▶ **What you have to do**
Wherever "their" occurs in the entries, copy the line that holds it.

Records for the exercise START

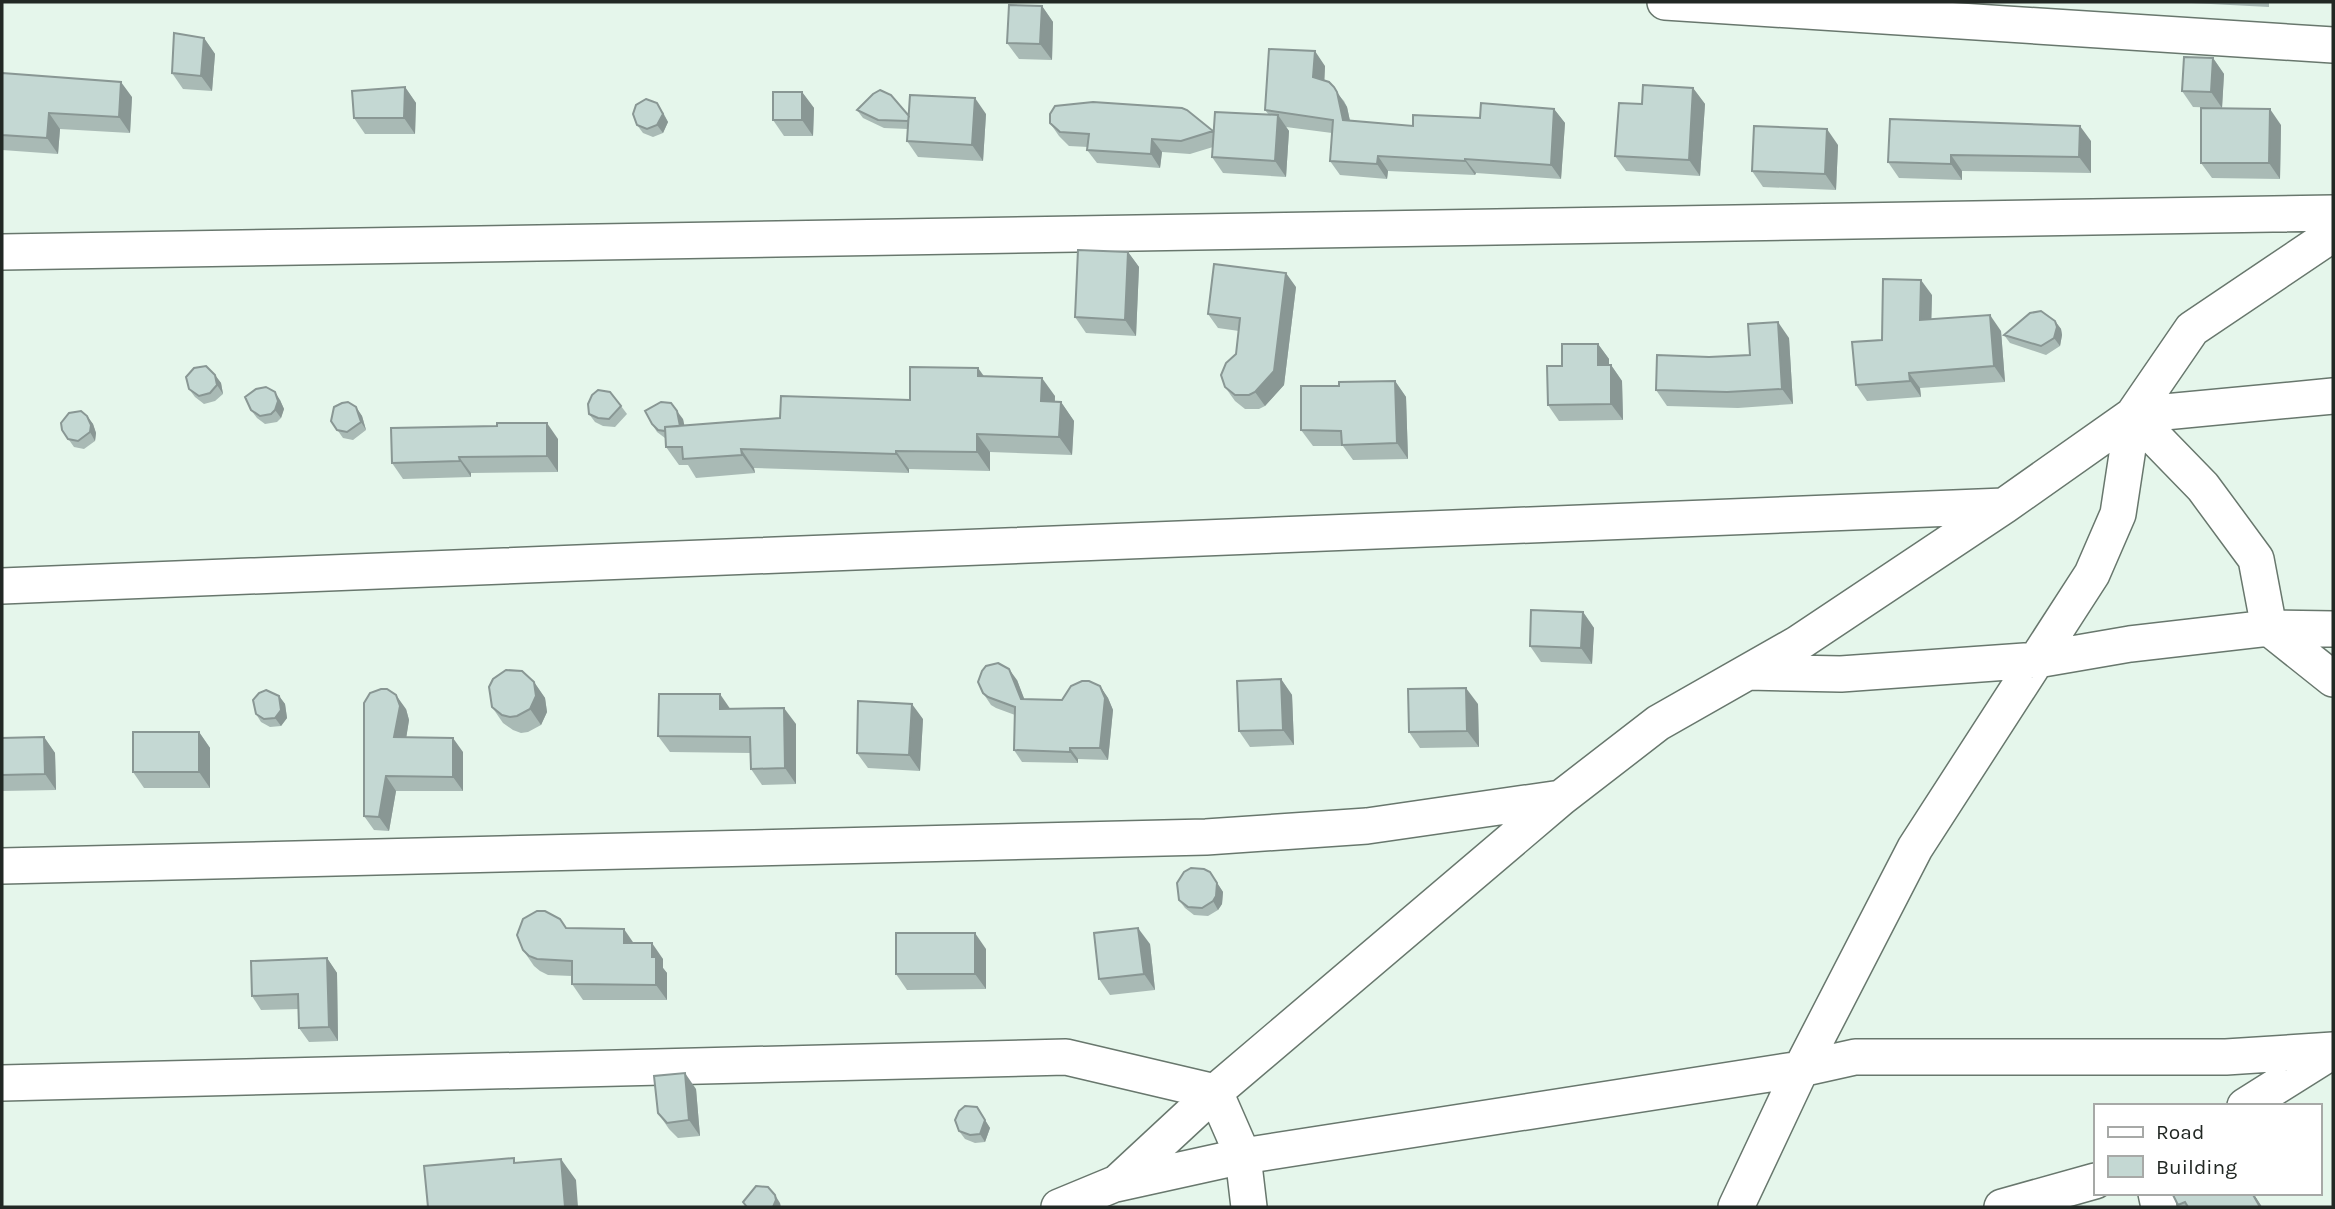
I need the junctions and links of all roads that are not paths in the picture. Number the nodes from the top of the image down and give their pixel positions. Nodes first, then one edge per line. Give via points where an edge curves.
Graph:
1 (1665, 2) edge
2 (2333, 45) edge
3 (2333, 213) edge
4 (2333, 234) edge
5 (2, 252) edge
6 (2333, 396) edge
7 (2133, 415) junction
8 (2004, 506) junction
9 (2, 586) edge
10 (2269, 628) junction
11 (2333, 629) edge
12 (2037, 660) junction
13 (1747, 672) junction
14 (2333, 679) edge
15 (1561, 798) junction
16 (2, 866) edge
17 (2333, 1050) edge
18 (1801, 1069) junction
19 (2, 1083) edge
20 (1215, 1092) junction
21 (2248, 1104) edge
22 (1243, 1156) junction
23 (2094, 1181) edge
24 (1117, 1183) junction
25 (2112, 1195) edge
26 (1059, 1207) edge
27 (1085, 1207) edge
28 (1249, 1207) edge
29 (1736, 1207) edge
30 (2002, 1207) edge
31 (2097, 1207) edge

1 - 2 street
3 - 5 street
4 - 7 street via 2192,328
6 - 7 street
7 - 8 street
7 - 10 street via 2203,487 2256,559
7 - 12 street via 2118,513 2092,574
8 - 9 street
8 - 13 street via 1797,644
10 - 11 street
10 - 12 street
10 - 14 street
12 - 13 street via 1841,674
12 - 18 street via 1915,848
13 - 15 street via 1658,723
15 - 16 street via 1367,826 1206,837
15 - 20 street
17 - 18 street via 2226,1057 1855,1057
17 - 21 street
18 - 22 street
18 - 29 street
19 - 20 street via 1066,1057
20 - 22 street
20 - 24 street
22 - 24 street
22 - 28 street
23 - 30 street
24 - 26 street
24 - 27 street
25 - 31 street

Records for the exercise END
Records for the exercise START

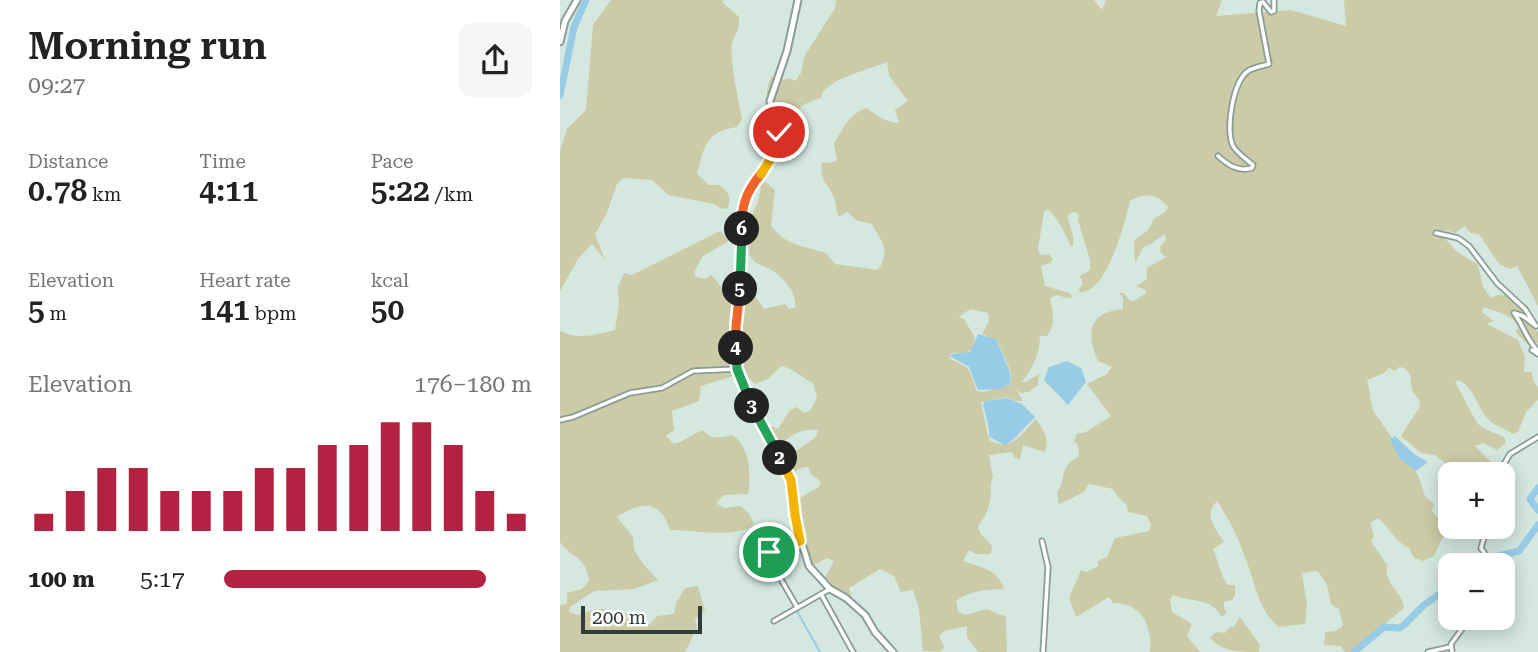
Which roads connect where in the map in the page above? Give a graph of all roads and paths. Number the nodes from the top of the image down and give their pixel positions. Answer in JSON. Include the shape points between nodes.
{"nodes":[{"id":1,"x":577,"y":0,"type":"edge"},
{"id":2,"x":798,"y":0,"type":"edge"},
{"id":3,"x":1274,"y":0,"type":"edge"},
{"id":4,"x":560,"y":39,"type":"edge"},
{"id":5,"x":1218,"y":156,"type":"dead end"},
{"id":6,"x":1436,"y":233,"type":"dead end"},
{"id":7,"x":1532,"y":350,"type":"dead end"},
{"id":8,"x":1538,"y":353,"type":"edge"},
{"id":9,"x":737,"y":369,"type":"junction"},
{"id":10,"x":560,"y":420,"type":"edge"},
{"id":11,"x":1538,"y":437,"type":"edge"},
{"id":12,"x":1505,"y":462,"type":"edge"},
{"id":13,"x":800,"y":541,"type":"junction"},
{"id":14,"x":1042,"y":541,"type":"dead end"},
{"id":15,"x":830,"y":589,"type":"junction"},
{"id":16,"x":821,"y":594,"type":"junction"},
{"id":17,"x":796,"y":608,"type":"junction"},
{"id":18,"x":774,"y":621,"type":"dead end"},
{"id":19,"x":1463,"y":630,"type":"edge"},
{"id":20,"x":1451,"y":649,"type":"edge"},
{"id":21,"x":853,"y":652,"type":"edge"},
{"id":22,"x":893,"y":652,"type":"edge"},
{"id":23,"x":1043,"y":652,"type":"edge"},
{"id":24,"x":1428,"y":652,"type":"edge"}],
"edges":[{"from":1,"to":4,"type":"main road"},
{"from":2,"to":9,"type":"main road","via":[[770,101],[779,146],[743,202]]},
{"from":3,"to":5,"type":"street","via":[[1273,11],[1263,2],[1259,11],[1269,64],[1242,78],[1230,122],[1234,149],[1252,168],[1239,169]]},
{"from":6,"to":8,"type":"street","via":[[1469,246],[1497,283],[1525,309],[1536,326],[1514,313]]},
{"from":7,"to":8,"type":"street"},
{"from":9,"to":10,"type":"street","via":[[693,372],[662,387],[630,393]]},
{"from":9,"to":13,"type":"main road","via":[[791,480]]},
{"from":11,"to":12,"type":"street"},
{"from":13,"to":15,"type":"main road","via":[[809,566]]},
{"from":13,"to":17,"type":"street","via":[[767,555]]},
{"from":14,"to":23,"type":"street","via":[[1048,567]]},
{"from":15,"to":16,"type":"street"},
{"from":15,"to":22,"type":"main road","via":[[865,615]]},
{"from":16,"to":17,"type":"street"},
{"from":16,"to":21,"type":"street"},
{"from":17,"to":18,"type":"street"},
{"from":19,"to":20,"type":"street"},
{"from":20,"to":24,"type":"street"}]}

Records for the exercise END

▶ **Output**
I need the junctions and links of all roads that are not paths in the picture. Number the nodes from the top of the image down and give their pixel positions. Nodes first, then one edge per line. Give via points where an edge curves.
Which roads connect where in the map in the page above? Give a graph of all roads and paths. Number the nodes from the top of the image down and give their pixel positions. Answer in JSON. Include the shape points between nodes.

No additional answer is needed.